----- MATERIAL SUPPLIED -----

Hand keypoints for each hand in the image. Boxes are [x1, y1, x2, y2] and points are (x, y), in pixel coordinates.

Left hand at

-----
----- MATERIAL SUPPLIED -----

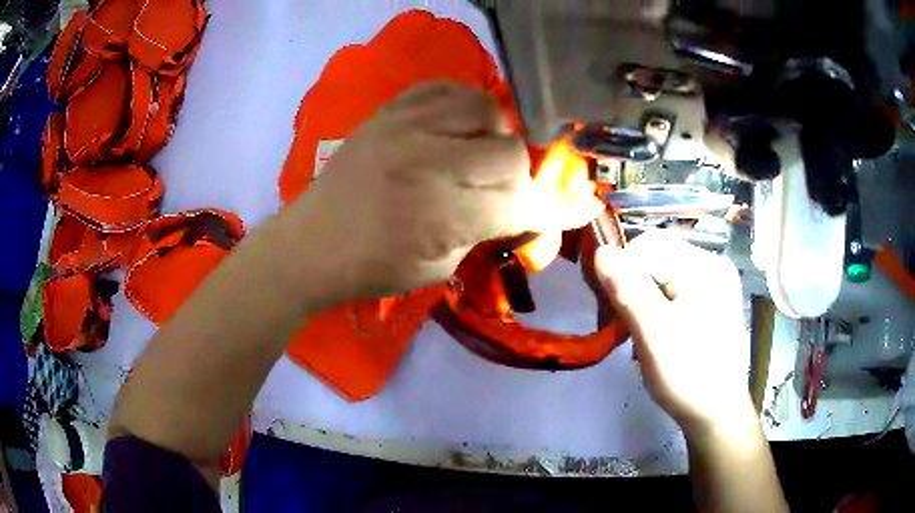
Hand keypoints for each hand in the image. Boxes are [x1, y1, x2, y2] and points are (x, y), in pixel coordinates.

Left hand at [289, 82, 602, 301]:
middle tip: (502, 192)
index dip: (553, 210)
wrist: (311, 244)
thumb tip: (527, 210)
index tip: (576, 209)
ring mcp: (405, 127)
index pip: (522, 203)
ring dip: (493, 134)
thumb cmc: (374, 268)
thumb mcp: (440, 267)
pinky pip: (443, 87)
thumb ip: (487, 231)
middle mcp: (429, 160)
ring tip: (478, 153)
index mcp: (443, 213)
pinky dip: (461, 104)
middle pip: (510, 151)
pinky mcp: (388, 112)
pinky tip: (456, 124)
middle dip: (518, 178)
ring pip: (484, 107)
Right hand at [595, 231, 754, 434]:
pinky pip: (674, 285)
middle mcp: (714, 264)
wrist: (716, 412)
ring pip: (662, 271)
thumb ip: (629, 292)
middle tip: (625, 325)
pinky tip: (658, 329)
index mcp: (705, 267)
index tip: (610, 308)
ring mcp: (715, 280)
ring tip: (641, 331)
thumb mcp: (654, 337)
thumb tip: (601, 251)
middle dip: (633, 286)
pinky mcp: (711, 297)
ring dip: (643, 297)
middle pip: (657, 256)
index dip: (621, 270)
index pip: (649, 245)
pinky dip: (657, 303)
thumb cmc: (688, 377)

-----
----- MATERIAL SUPPLIED -----

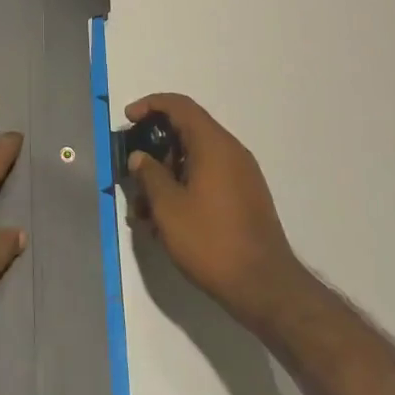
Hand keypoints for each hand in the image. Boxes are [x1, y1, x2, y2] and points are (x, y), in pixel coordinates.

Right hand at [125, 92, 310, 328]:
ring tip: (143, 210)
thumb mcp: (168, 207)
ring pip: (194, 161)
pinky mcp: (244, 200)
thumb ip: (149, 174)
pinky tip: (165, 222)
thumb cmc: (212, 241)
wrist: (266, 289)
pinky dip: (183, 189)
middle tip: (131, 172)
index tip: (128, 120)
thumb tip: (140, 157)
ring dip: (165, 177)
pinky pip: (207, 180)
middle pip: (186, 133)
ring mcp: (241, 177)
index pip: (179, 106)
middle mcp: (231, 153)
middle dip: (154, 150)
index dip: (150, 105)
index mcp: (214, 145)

-----

▶ _INSTRUCTIONS FOR THE TASK_: Within the data above, filter for lines containing the word "middle" and copy each one.

▶ _TASK OUTPUT_:
middle tip: (502, 192)
middle mcp: (429, 160)
middle pip: (510, 151)
middle dip: (518, 178)
middle mcp: (714, 264)
middle tip: (625, 325)
middle dip: (633, 286)
middle pip: (657, 256)
middle tip: (131, 172)
middle pip: (186, 133)
middle mcp: (231, 153)
middle dip: (154, 150)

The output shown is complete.